- **PROMPT**
Lines containing "covering" should be pulled from the material below.
----- DATA PROVIDED -----
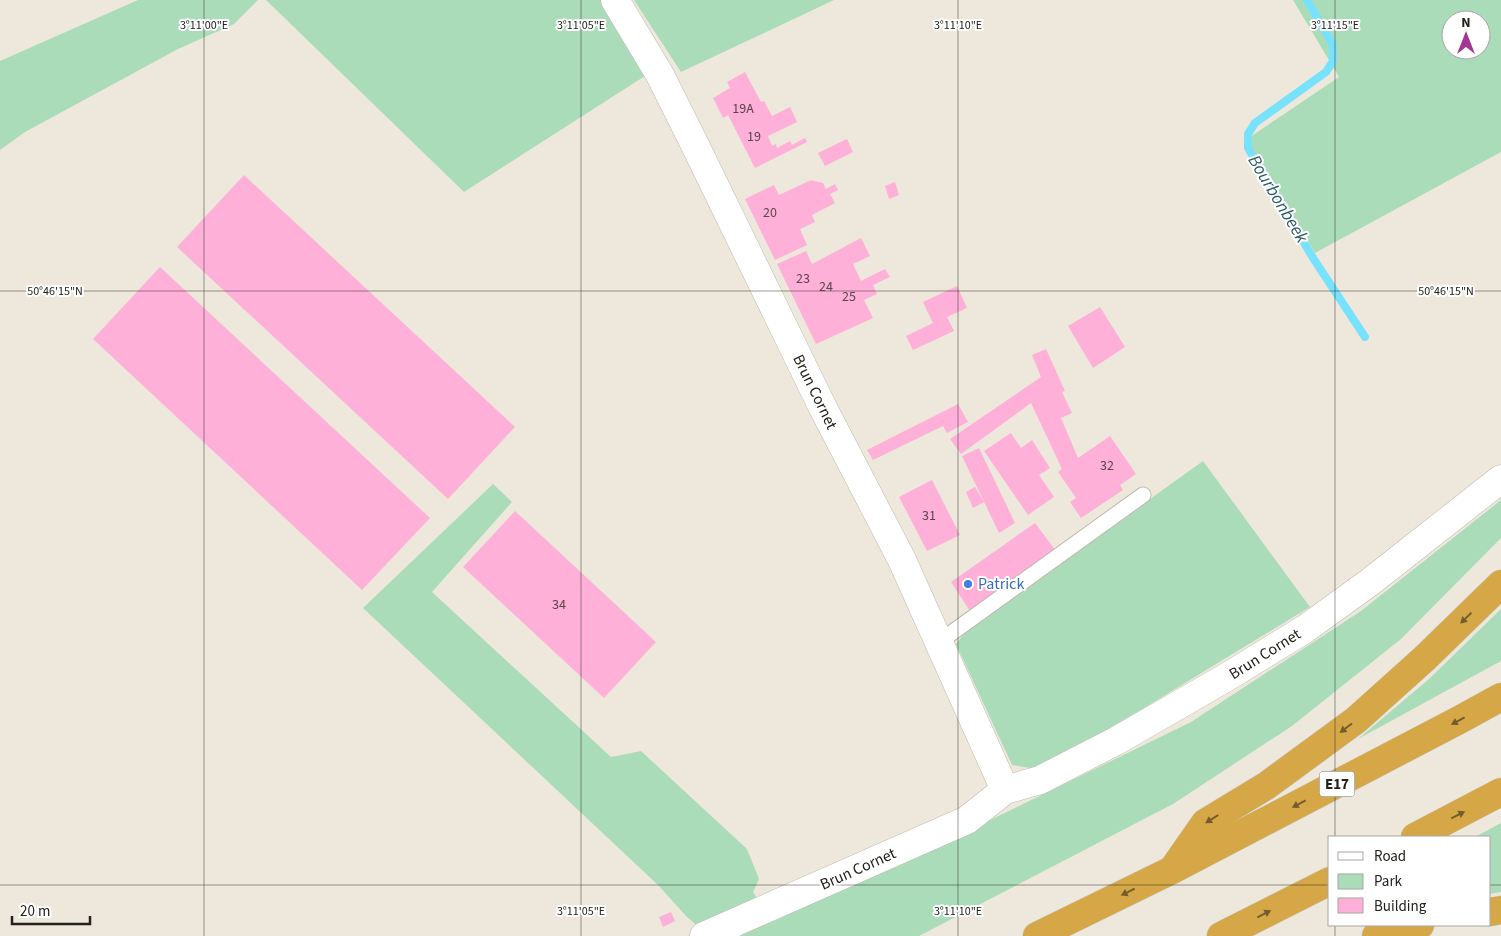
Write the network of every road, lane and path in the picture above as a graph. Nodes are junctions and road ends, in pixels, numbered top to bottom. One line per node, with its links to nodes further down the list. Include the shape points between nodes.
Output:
1 (615, 0): 5 (street, Brun Cornet, via 660,75 694,141 822,406 902,560)
2 (1501, 479): 7 (street, Brun Cornet, via 1370,582 1305,629 1227,678 1040,780)
3 (1143, 495): 5 (lane)
4 (1501, 584): 10 (highway, one-way to 10, via 1356,720 1266,786 1205,824)
5 (939, 642): 7 (street, Brun Cornet)
6 (1501, 697): 10 (highway, E17, one-way to 10)
7 (1005, 790): 13 (street, Brun Cornet, via 967,820)
8 (1501, 792): 9 (highway, one-way to 8)
9 (1417, 836)
10 (1172, 870): 14 (highway, E17, one-way to 14)
11 (1328, 882): 15 (highway, one-way to 11)
12 (1416, 926): 16 (highway)
13 (704, 936)
14 (1037, 936)
15 (1221, 936)
16 (1376, 936)

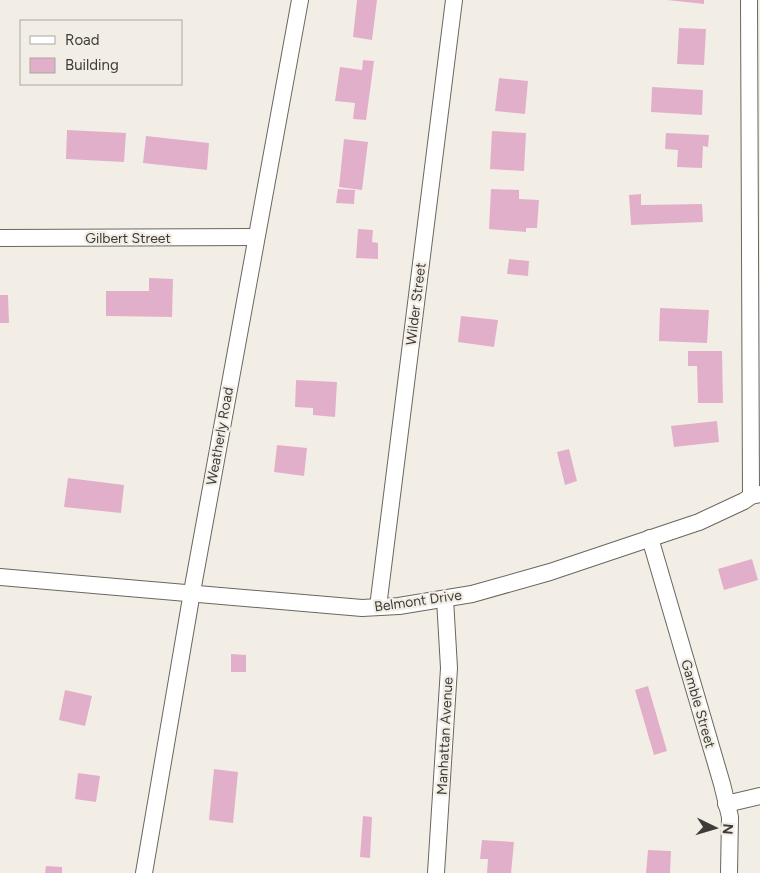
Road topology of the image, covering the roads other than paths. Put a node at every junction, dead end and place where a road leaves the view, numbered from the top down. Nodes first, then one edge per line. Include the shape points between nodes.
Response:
1 (300, 0) edge
2 (454, 0) edge
3 (749, 0) edge
4 (256, 237) junction
5 (0, 238) edge
6 (755, 495) edge
7 (650, 538) junction
8 (0, 578) edge
9 (192, 592) junction
10 (445, 599) junction
11 (378, 607) junction
12 (760, 796) edge
13 (726, 804) junction
14 (144, 873) edge
15 (436, 873) edge
16 (729, 873) edge

1 - 4 street, Weatherly Road
2 - 11 street, Wilder Street
3 - 6 street
4 - 5 street, Gilbert Street
4 - 9 street, Weatherly Road
6 - 7 street, Belmont Drive via 699,522
7 - 10 street, Belmont Drive via 550,572
7 - 13 street, Gamble Street
8 - 9 street, Belmont Drive
9 - 11 street, Belmont Drive
9 - 14 street, Weatherly Road
10 - 11 street, Belmont Drive
10 - 15 street, Manhattan Avenue via 449,668
12 - 13 street
13 - 16 street, Gamble Street via 731,836

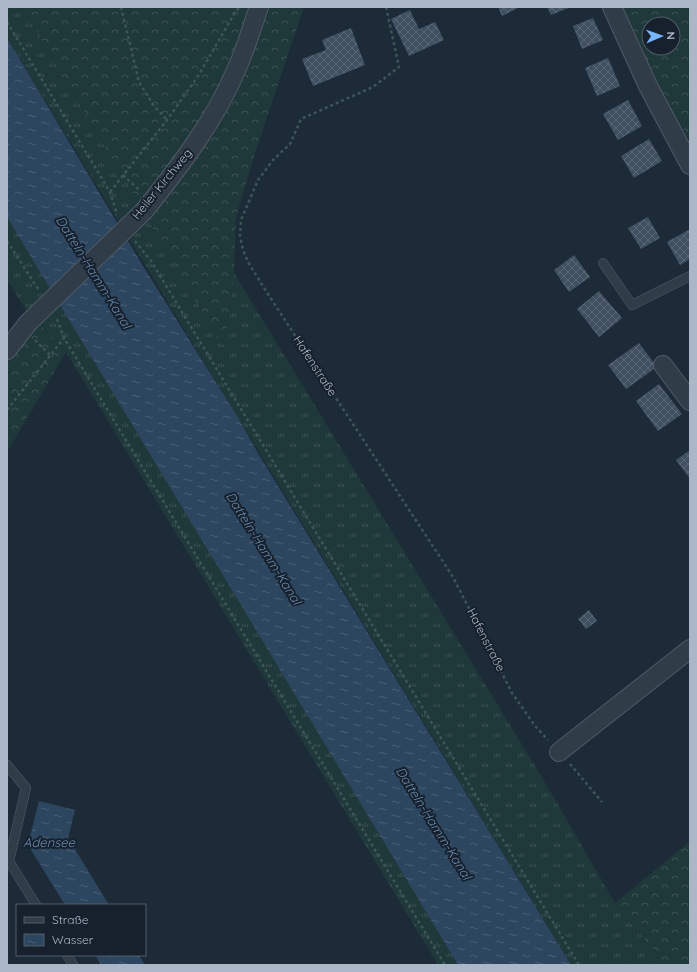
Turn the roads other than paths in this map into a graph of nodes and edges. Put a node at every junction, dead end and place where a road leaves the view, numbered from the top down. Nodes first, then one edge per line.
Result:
1 (259, 7) edge
2 (612, 7) edge
3 (690, 165) edge
4 (603, 263) dead end
5 (690, 276) edge
6 (7, 350) edge
7 (662, 365) dead end
8 (690, 401) edge
9 (690, 649) edge
10 (559, 752) road end
11 (7, 764) edge
12 (35, 904) edge
13 (68, 956) edge
14 (73, 965) edge

1 - 6 street, Heiler Kirchweg, bridge
2 - 3 street
4 - 5 lane
7 - 8 street
9 - 10 street
11 - 12 lane
13 - 14 lane

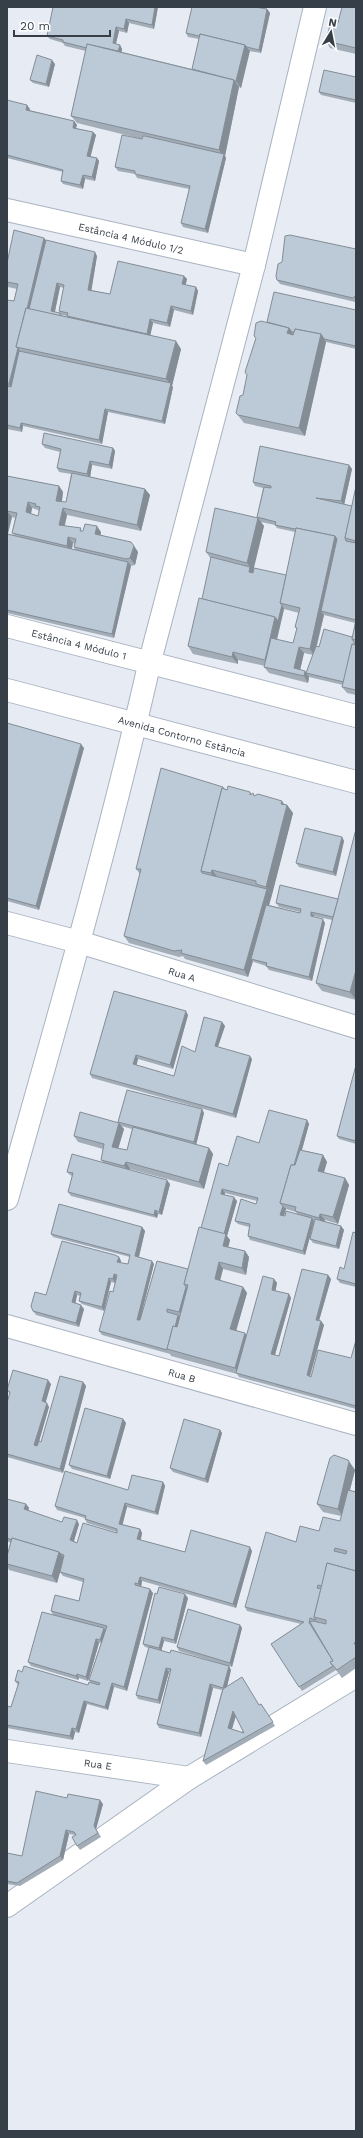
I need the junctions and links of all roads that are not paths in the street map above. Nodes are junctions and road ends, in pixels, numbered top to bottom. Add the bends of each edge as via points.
1 (315, 7) edge
2 (7, 210) edge
3 (254, 265) junction
4 (7, 626) edge
5 (150, 661) junction
6 (7, 690) edge
7 (356, 716) edge
8 (136, 724) junction
9 (356, 782) edge
10 (7, 924) edge
11 (79, 942) junction
12 (356, 1026) edge
13 (7, 1199) edge
14 (7, 1326) edge
15 (356, 1424) edge
16 (356, 1676) edge
17 (7, 1751) edge
18 (189, 1778) junction
19 (7, 1906) edge

1 - 3 street
2 - 3 street, Estância 4 Módulo 1/2
3 - 5 street
4 - 5 street, Estância 4 Módulo 1
5 - 7 street, Estância 4 Módulo 1
5 - 8 street
6 - 8 street, Avenida Contorno Estância
8 - 9 street, Avenida Contorno Estância
8 - 11 street
10 - 11 street, Rua A
11 - 12 street, Rua A
11 - 13 street
14 - 15 street, Rua B
16 - 18 street
17 - 18 street, Rua E
18 - 19 street

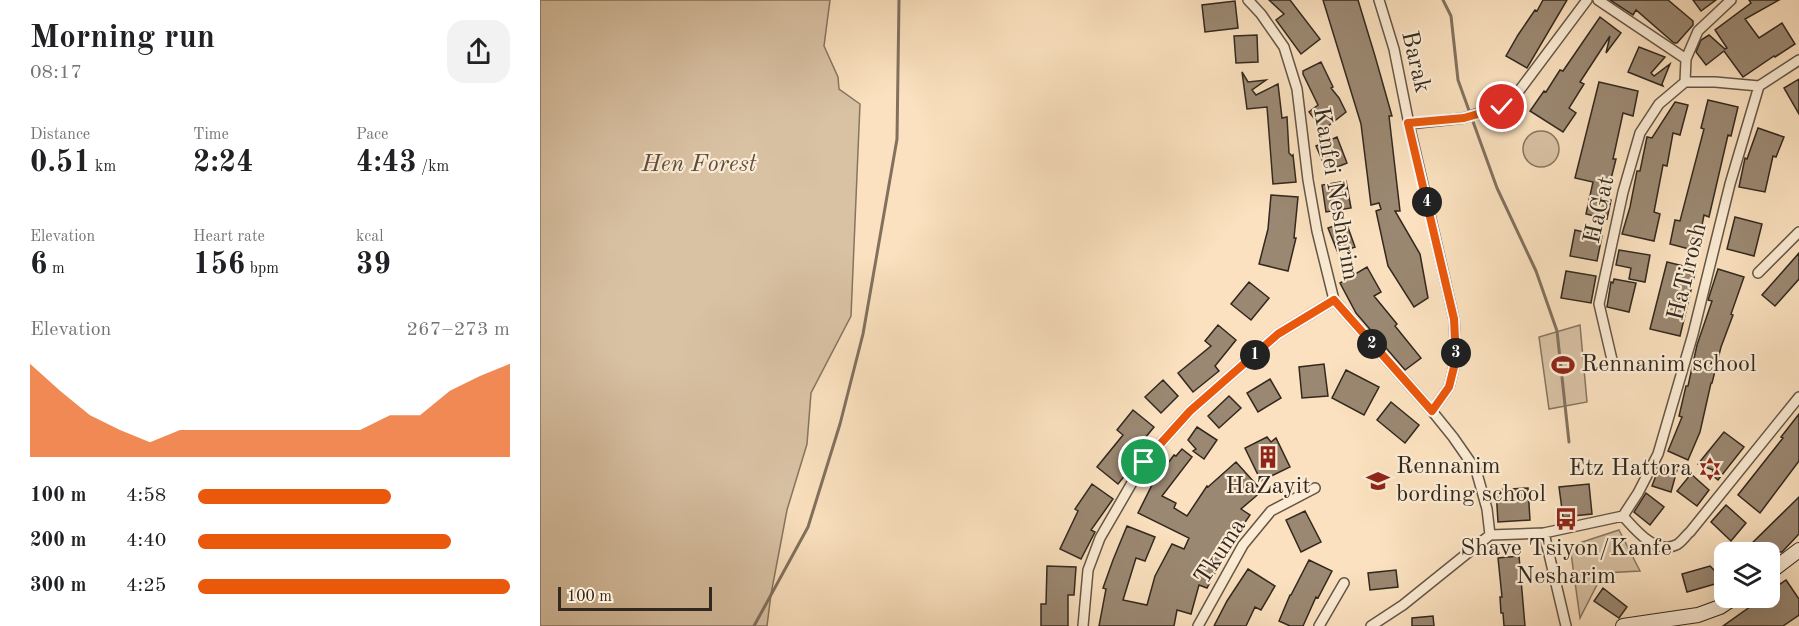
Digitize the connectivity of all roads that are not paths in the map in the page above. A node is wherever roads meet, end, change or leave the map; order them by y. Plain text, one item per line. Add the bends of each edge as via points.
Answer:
1 (1248, 0) edge
2 (1379, 0) edge
3 (1587, 0) edge
4 (1598, 0) edge
5 (1731, 0) edge
6 (1686, 59) junction
7 (1799, 60) edge
8 (1685, 82) junction
9 (1759, 86) junction
10 (1408, 123) junction
11 (1799, 232) edge
12 (1758, 273) dead end
13 (1334, 300) junction
14 (1613, 364) dead end
15 (1799, 397) edge
16 (1432, 411) junction
17 (1315, 488) dead end
18 (1623, 516) junction
19 (1544, 532) junction
20 (1490, 535) junction
21 (1799, 550) edge
22 (1780, 564) edge
23 (1344, 583) dead end
24 (1717, 608) edge
25 (1083, 626) edge
26 (1198, 626) edge
27 (1319, 626) edge
28 (1371, 626) edge
29 (1566, 626) edge
30 (1623, 626) edge

1 - 13 street, Kanfei Nesharim via 1284,47 1297,89 1308,180
2 - 10 street, Barak via 1394,49
3 - 10 street via 1510,103 1464,118
4 - 6 street
5 - 6 street via 1698,31
6 - 8 street
7 - 9 street
8 - 9 street
8 - 14 street, HaGat via 1659,104 1640,133 1623,192 1599,304
9 - 18 street, HaTirosh via 1658,454
10 - 16 street, Barak via 1454,319 1456,359 1449,387
11 - 12 street
13 - 16 street, Kanfei Nesharim
13 - 25 street via 1278,334 1190,411 1144,462 1092,559
15 - 18 street via 1676,545 1663,547 1651,543
16 - 20 street, Kanfei Nesharim via 1476,470
17 - 26 street, Tkuma via 1271,511 1243,545
18 - 19 street
19 - 20 street
19 - 29 street
20 - 28 street
21 - 22 street
23 - 27 street
24 - 30 street via 1698,615

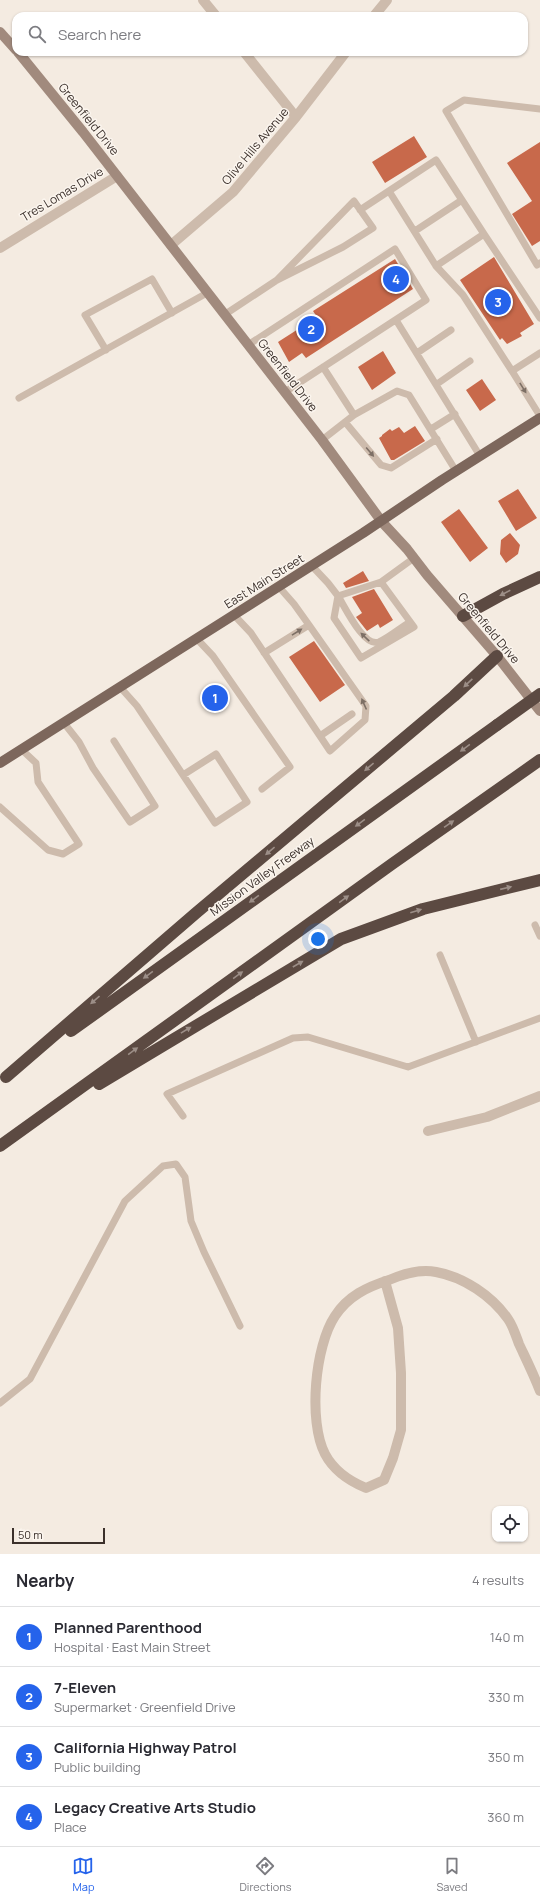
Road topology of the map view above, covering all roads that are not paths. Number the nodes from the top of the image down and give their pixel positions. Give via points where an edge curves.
1 (203, 0) edge
2 (387, 0) edge
3 (213, 12) edge
4 (377, 12) edge
5 (0, 32) edge
6 (4, 42) edge
7 (21, 56) edge
8 (247, 56) edge
9 (343, 56) edge
10 (540, 109) edge
11 (296, 117) junction
12 (117, 176) junction
13 (389, 191) junction
14 (462, 200) junction
15 (360, 210) junction
16 (415, 231) junction
17 (484, 234) junction
18 (170, 245) junction
19 (0, 248) edge
20 (540, 263) edge
21 (436, 266) junction
22 (278, 280) junction
23 (208, 293) junction
24 (172, 313) junction
25 (224, 315) junction
26 (540, 318) edge
27 (396, 320) junction
28 (451, 330) dead end
29 (248, 345) junction
30 (106, 350) junction
31 (417, 353) junction
32 (540, 353) edge
33 (470, 361) dead end
34 (323, 367) junction
35 (512, 371) junction
36 (437, 384) junction
37 (285, 392) junction
38 (19, 398) dead end
39 (455, 414) junction
40 (354, 415) junction
41 (540, 417) edge
42 (345, 422) junction
43 (431, 429) junction
44 (322, 440) junction
45 (437, 440) junction
46 (480, 456) junction
47 (456, 471) junction
48 (382, 522) junction
49 (414, 558) junction
50 (312, 566) junction
51 (540, 577) edge
52 (381, 582) junction
53 (279, 587) junction
54 (338, 596) junction
55 (234, 615) junction
56 (463, 616) junction
57 (410, 622) junction
58 (308, 625) junction
59 (197, 639) junction
60 (264, 653) junction
61 (496, 656) junction
62 (120, 687) junction
63 (540, 694) edge
64 (540, 711) edge
65 (352, 714) dead end
66 (64, 723) junction
67 (320, 736) junction
68 (114, 741) dead end
69 (21, 749) junction
70 (0, 763) edge
71 (536, 763) edge
72 (183, 775) junction
73 (262, 789) dead end
74 (0, 806) edge
75 (540, 880) edge
76 (535, 925) dead end
77 (540, 936) edge
78 (440, 954) dead end
79 (540, 1018) edge
80 (476, 1042) junction
81 (3, 1079) edge
82 (540, 1096) edge
83 (183, 1116) dead end
84 (428, 1131) dead end
85 (10, 1139) junction
86 (0, 1146) edge
87 (385, 1281) junction
88 (240, 1326) dead end
89 (540, 1391) edge
90 (0, 1403) edge

1 - 3 street
2 - 4 street
5 - 6 main road
7 - 12 main road, Greenfield Drive
8 - 11 street
9 - 11 street, Olive Hills Avenue
10 - 20 lane via 464,100 446,111 537,266
11 - 18 street, Olive Hills Avenue via 233,192
12 - 18 main road, Greenfield Drive
12 - 19 street, Tres Lomas Drive
13 - 14 lane via 436,160
13 - 15 lane
13 - 16 lane
14 - 16 lane
14 - 17 lane
15 - 22 lane via 354,201
15 - 22 lane via 373,228 343,247
16 - 21 lane
17 - 21 lane
17 - 26 lane
18 - 23 main road, Greenfield Drive
21 - 35 lane via 463,295
22 - 25 lane
23 - 24 lane
23 - 25 main road, Greenfield Drive
24 - 30 lane
24 - 30 lane via 152,279 85,315
25 - 29 main road, Greenfield Drive
27 - 29 lane via 426,300 395,249
27 - 31 lane
27 - 34 lane
28 - 31 lane
29 - 37 main road, Greenfield Drive
30 - 38 lane
31 - 36 lane
32 - 35 lane
33 - 36 lane
34 - 37 lane
34 - 40 lane
35 -> 41 lane
36 - 39 lane
37 - 44 main road, Greenfield Drive
39 - 43 lane
39 - 46 lane
40 - 42 lane
40 - 43 lane via 397,391 404,392 409,395
41 - 46 main road, East Main Street
42 - 44 lane
42 -> 45 lane via 381,465 391,468
43 - 45 lane
44 - 48 main road, Greenfield Drive
45 - 47 lane
46 - 47 main road, East Main Street
47 - 48 main road, East Main Street
48 - 49 main road, Greenfield Drive
48 - 50 main road, East Main Street
49 - 52 lane
49 - 56 main road, Greenfield Drive
50 - 53 main road, East Main Street
50 - 54 lane
51 -> 56 highway
52 - 54 lane
52 - 57 lane
53 - 55 main road, East Main Street
53 - 58 lane
57 -> 54 lane via 378,642 371,642 363,637
54 - 57 lane via 334,618 361,658 414,627
55 - 59 main road, East Main Street
55 - 60 lane via 251,633
56 - 61 main road, Greenfield Drive
60 -> 58 lane
67 -> 58 lane via 330,751 365,720 366,706
59 - 62 main road, East Main Street
59 - 73 lane via 214,656 290,767
60 - 67 lane
61 - 64 main road, Greenfield Drive
61 -> 81 highway via 454,696
62 - 66 main road, East Main Street
62 - 72 lane via 137,706
63 -> 81 highway, Mission Valley Freeway, bridge
65 - 67 lane
66 - 68 lane via 130,822 155,806
66 - 69 main road, East Main Street
69 - 70 main road, East Main Street
69 - 74 lane via 36,763 38,782 79,844 63,854 48,850
85 -> 71 highway
72 - 72 lane via 215,823 247,802 216,754
85 -> 75 highway via 340,939 422,909
76 - 77 lane
78 - 80 lane
79 - 80 lane
80 - 83 lane via 408,1067 308,1037 293,1038 168,1094
82 - 84 street via 487,1117
85 - 86 highway
87 - 87 street via 358,1293 335,1315 324,1338 316,1370 317,1427 322,1446 337,1470 366,1488 384,1480 401,1430 398,1328
87 - 89 street via 407,1273 436,1271 462,1281 487,1296 508,1320
88 - 90 lane via 191,1222 184,1177 176,1164 163,1166 125,1201 30,1379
-----
- **OUTPUT FOR THIS EXERCISE**
Road topology of the image, covering the roads other than paths. Put a node at every junction, dead end and place where a road leaves the view, numbered from the top down. Nodes first, then one edge per line. Include the shape points between nodes.
Road topology of the map view above, covering all roads that are not paths. Number the nodes from the top of the image down and give their pixel positions. Give via points where an edge curves.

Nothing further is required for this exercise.